Monthly Archives: February 2010

Is the Roman Emperor Still Your God?

In ancient Rome, the Imperial cult was the worship of the Roman emperor as a god. It came to be at roughly the same time as Christianity. In the cult of the emperor, Caesar was revered as a deity. According to Harvey Cox, “This was what we might today call a “civil religion” — it had its holidays, processions, and holy sites throughout the empire. Adherence to it was required of all of the emperor’s subjects, wherever they lived and whatever other deities they also worshiped. It was the religious and ideological mucilage that held the far-flung empire together.”

Perhaps you see where this is going. There was a certain group that found the imperial cult, well, repugnant. They felt their own goals — bringing their god’s peace and justice to the world — were incompatible with this sort of devotion to a human institution, and the very institution that had killed their leader at that. Their reaction went like this:

Regarding worship of the emperor, Christians responded with an unequivocal “no.” They claimed that Jesus Christ was God’s kyrios (“anointed one” in Greek), but since kyrios was one of the titles attributed to Caesar, they refused to participate in the imperial cult. They were willing to pray for the emperor and for his health, but they stubbornly refused to pray to him or offer ritual tribute. They recognized that one could not be a follower of Jesus while also honoring a rival to the loyalty their faith in him and his Kingdom required; therefore, “not even one pinch of incense on the imperial altar.” This defiance of the political religion of the empire, which led their critics to brand them subversive, landed many of them in arenas with salivating lions.

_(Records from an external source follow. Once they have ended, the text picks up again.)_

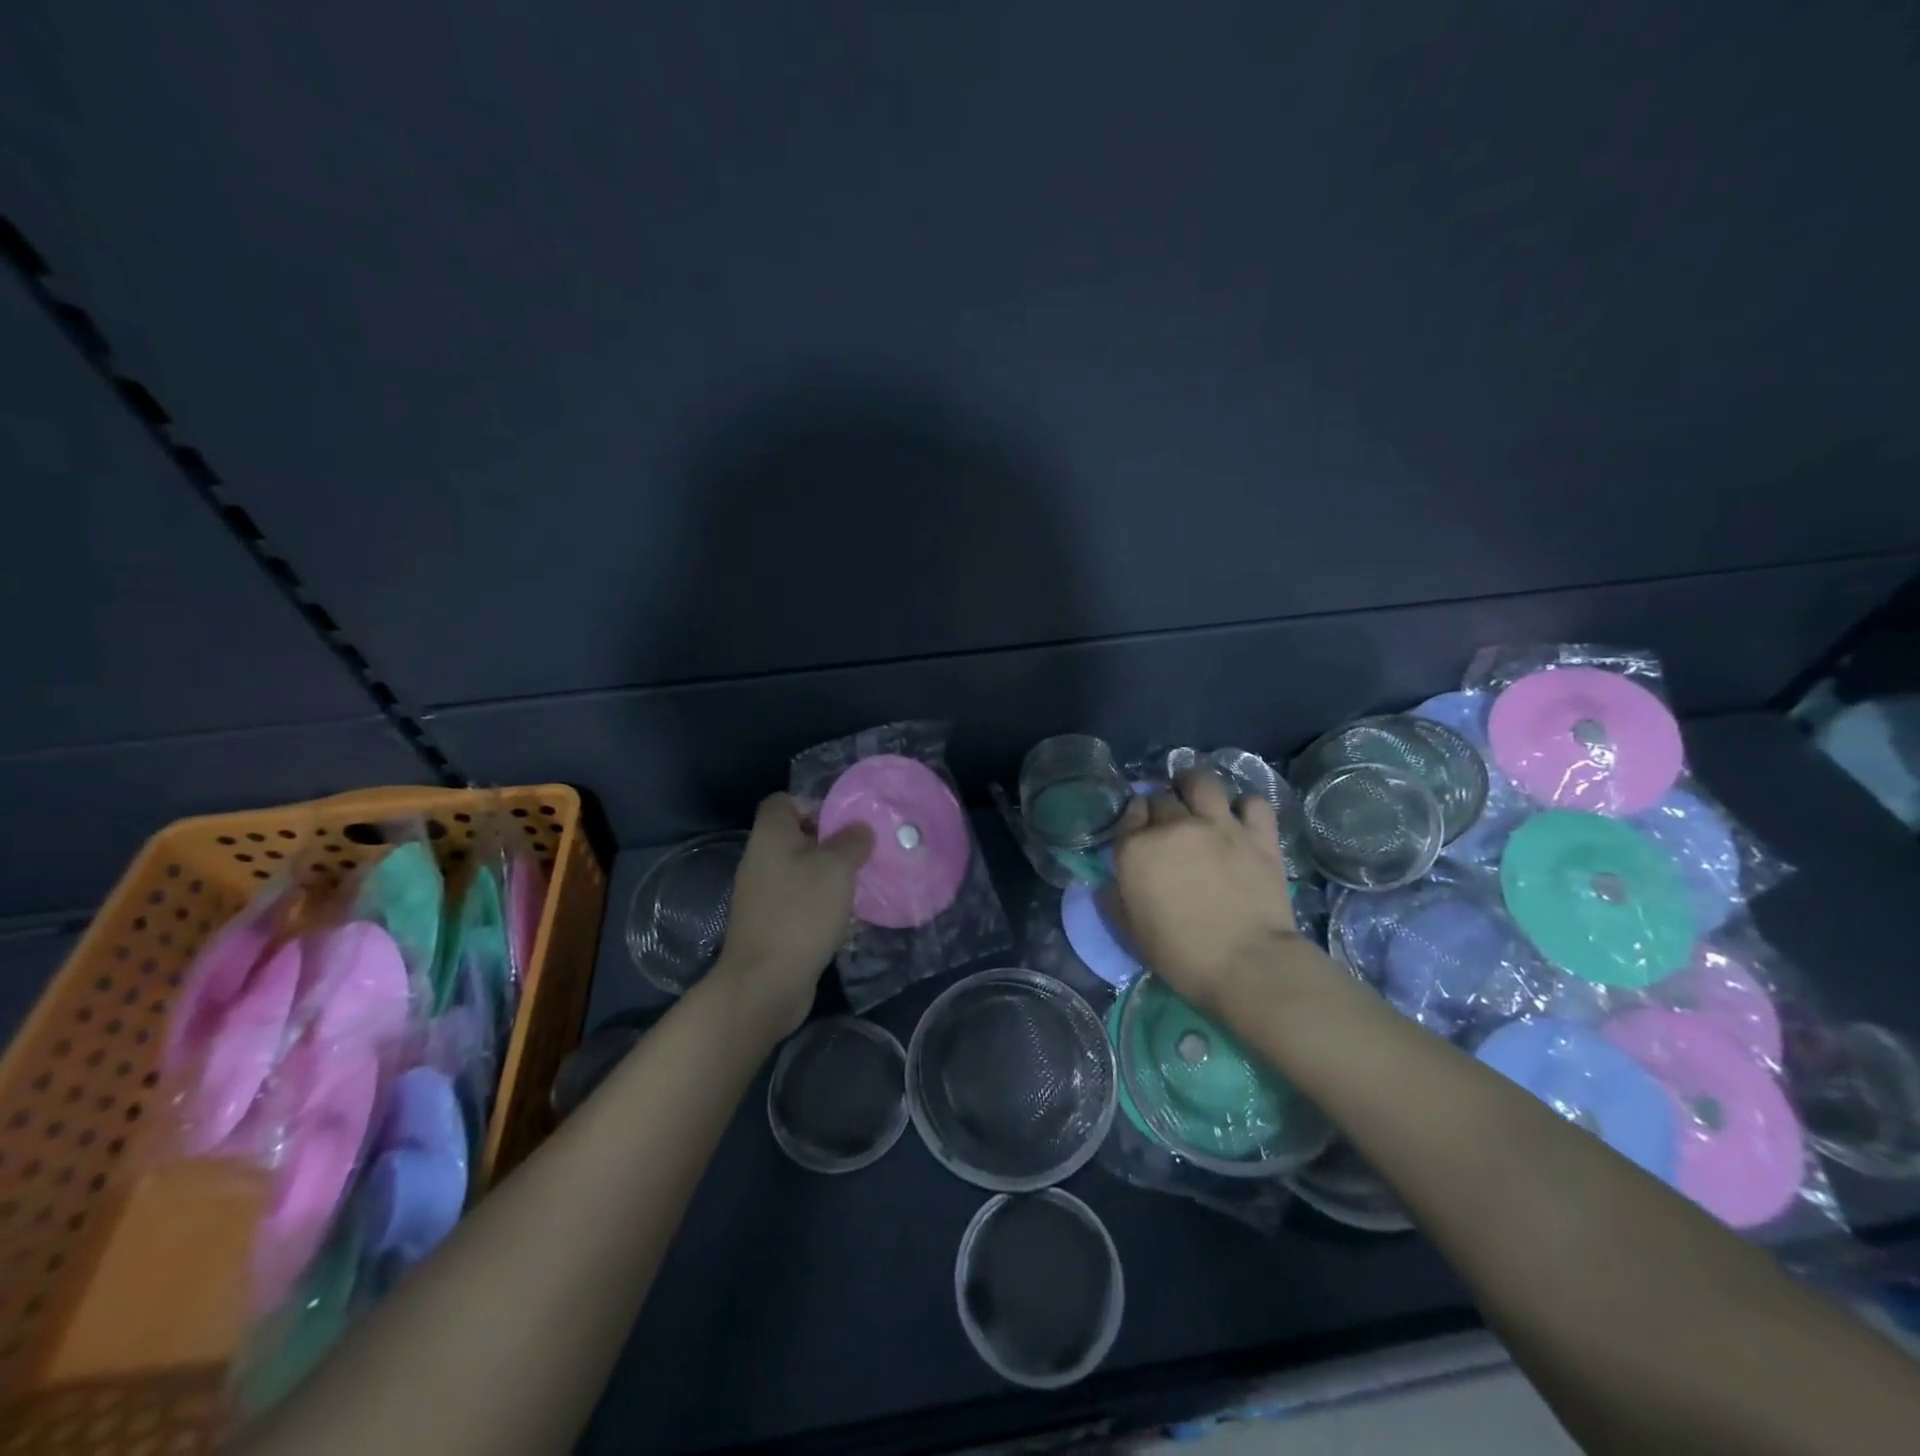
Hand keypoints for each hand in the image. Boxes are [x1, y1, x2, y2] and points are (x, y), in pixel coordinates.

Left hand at [715, 794, 872, 1037]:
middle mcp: (760, 859)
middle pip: (795, 837)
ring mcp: (762, 895)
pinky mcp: (770, 924)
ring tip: (860, 886)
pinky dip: (821, 905)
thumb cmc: (801, 913)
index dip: (813, 804)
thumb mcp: (837, 868)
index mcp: (770, 836)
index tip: (843, 823)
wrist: (766, 982)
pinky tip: (847, 919)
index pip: (783, 801)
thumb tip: (859, 828)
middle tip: (862, 855)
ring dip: (829, 877)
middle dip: (830, 843)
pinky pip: (799, 902)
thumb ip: (851, 841)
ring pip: (800, 872)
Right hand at [1111, 770, 1327, 1017]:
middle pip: (1162, 796)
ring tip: (1198, 801)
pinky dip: (1245, 806)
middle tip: (1169, 825)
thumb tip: (1110, 884)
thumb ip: (1115, 900)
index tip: (1140, 831)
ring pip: (1202, 782)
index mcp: (1137, 849)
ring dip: (1195, 786)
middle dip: (1161, 806)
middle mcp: (1175, 827)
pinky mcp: (1259, 835)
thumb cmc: (1181, 956)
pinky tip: (1241, 819)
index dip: (1135, 818)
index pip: (1130, 812)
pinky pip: (1253, 802)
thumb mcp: (1131, 932)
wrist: (1248, 965)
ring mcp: (1220, 826)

— Harvey Cox in The Future of Faith

Now, you may be wondering, why am I asking if anyone still worships the emperor of a long-extinct empire? I maintain that this practice is still alive and well, just under a different name.

I have been interested in some of the debates about American institutions that choose to perform neither the national anthem nor the pledge of allegiance. Many of these institutions are Mennonite, and their reason for not participating in these two particular acts mirrors that of the early Christians refusing to worship Caesar: namely, their goal is to bring about God’s peaceful and just kingdom on earth, and no country, no human institution at all, can ever command greater loyalty than that cause.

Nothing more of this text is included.